# Where is ACC wire on MkIV Jetta



## pr0d (Oct 3, 2004)

I am installing a Pioneer headunit in my 03 Jetta with Monsoon. 
I have seen Izvw's Tutorial using the an empty fuse location, but would rather just use an existing accessory wire if possible. Is there an ACC wire that I can just tap into?
Thanks
pr0d


----------



## mtltdi (Apr 10, 2003)

*Re: Where is ACC wire on MkIV Jetta (pr0d)*

The empty fuse idea is the best one, if you need to disable the HU for any reason, just pop out the fuse.
The wire costs about 3-4 bucks at a dealer.


----------



## pr0d (Oct 3, 2004)

*Re: Where is ACC wire on MkIV Jetta (mtltdi)*

The dealership is closed today and I really want to finish the install. I don't care if it fused. I can't think of a situation where I would want to only cut the power to my headunit.
Is there a wiring diagram for our cars online or in a book somewhere?
pr0d


----------



## flashback (Nov 23, 2003)

*Re: Where is ACC wire on MkIV Jetta (pr0d)*

haha... well lets just say... you SHOULD care if its fused....


----------



## pr0d (Oct 3, 2004)

*Re: Where is ACC wire on MkIV Jetta (flashback)*

No real power is going through it. It is just to tell the receiver when to turn on. All the power is in the fused yellow positive wire. Any wire that I could tap would be fused at some point also.


----------



## flashback (Nov 23, 2003)

*Re: Where is ACC wire on MkIV Jetta (pr0d)*

its still a 12v source.... what do you think is going to happen if it shorts out? just because its a switched power source doesn't mean it isn't power.....


----------



## fuzzy337 (Sep 15, 2002)

If I remember correctly people have had success with using fuse #10


----------



## kwalton (Sep 3, 2001)

*Re: Where is ACC wire on MkIV Jetta (pr0d)*

try using the search button first. there have been many, many topics on this before. anyways there are 2 good spots you can use. 
black/yellow lead at the power distribution center under the drivers dash.
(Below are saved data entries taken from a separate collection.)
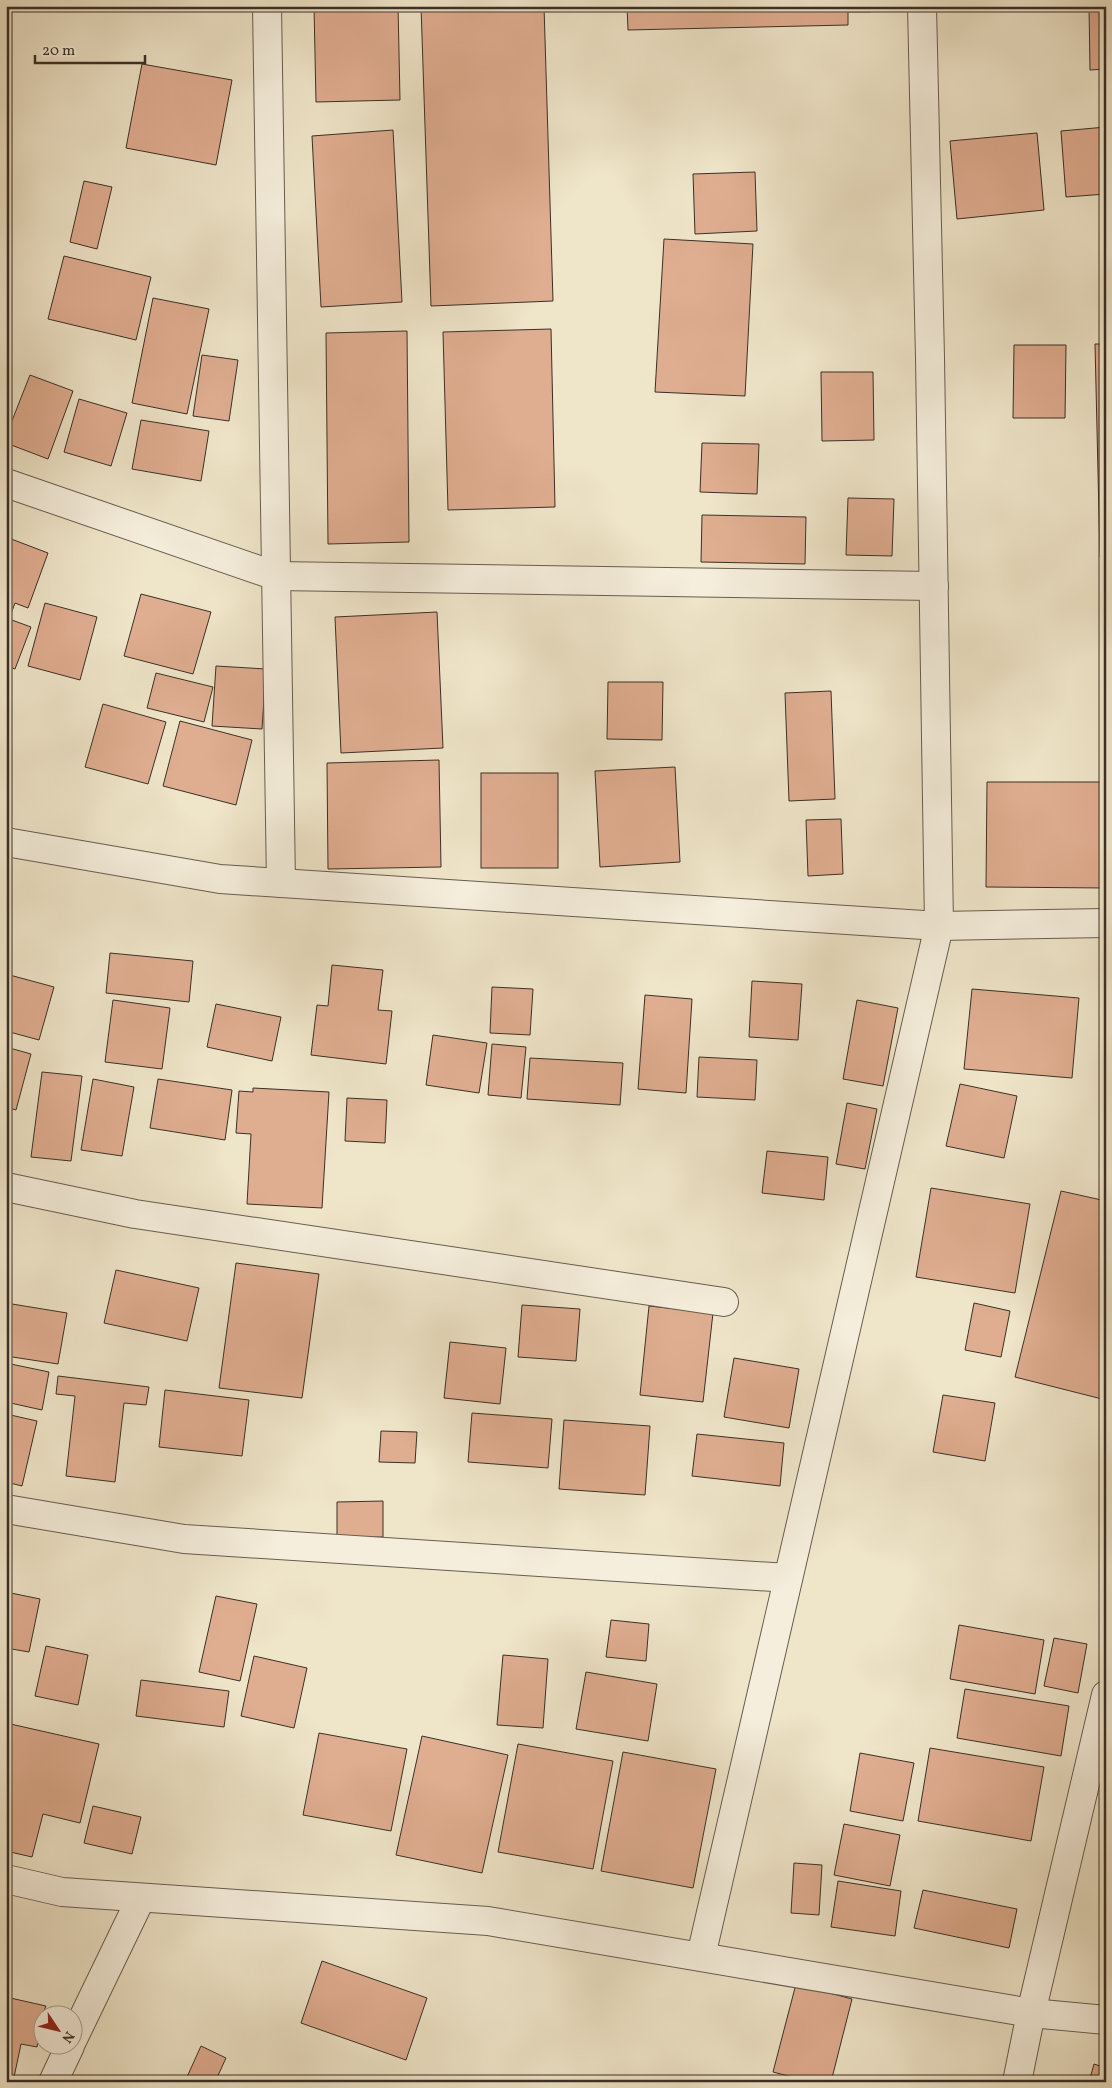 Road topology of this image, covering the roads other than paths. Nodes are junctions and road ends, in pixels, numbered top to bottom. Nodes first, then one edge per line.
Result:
1 (267, 6) edge
2 (922, 6) edge
3 (6, 483) edge
4 (276, 576) junction
5 (934, 586) junction
6 (6, 842) edge
7 (281, 884) junction
8 (1106, 923) edge
9 (939, 926) junction
10 (6, 1187) edge
11 (724, 1302) dead end
12 (6, 1508) edge
13 (788, 1578) junction
14 (1106, 1695) edge
15 (6, 1879) edge
16 (142, 1898) junction
17 (700, 1956) junction
18 (1031, 2013) junction
19 (1106, 2020) edge
20 (82, 2021) edge
21 (65, 2056) edge
22 (53, 2082) edge
23 (1017, 2082) edge

1 - 4 street
2 - 5 street
3 - 4 street
4 - 5 street
4 - 7 street
5 - 9 street
6 - 7 street
7 - 9 street
8 - 9 street
9 - 13 street
10 - 11 street
12 - 13 street
13 - 17 street
14 - 18 street
15 - 16 street
16 - 17 street
16 - 20 street
17 - 18 street
18 - 19 street
18 - 23 street
21 - 22 street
and you can also use the brown/red at the ignition switch.


----------



## flashback (Nov 23, 2003)

*Re: Where is ACC wire on MkIV Jetta (kwalton)*

oh this is what i love about my early model 2002, when you use that yellow wire under the dash, the thing that sux is that when you turn the car off(key still in the ignition) the stereo goes off also, you have the have the key to the position just before ignition for the stereo to turn on, i'd say use fuse 10 as i think that might solve that problem


----------



## kwalton (Sep 3, 2001)

*Re: Where is ACC wire on MkIV Jetta (flashback)*

the brown/red is a key sense wire that will keep power once you have put the key in ignition.


----------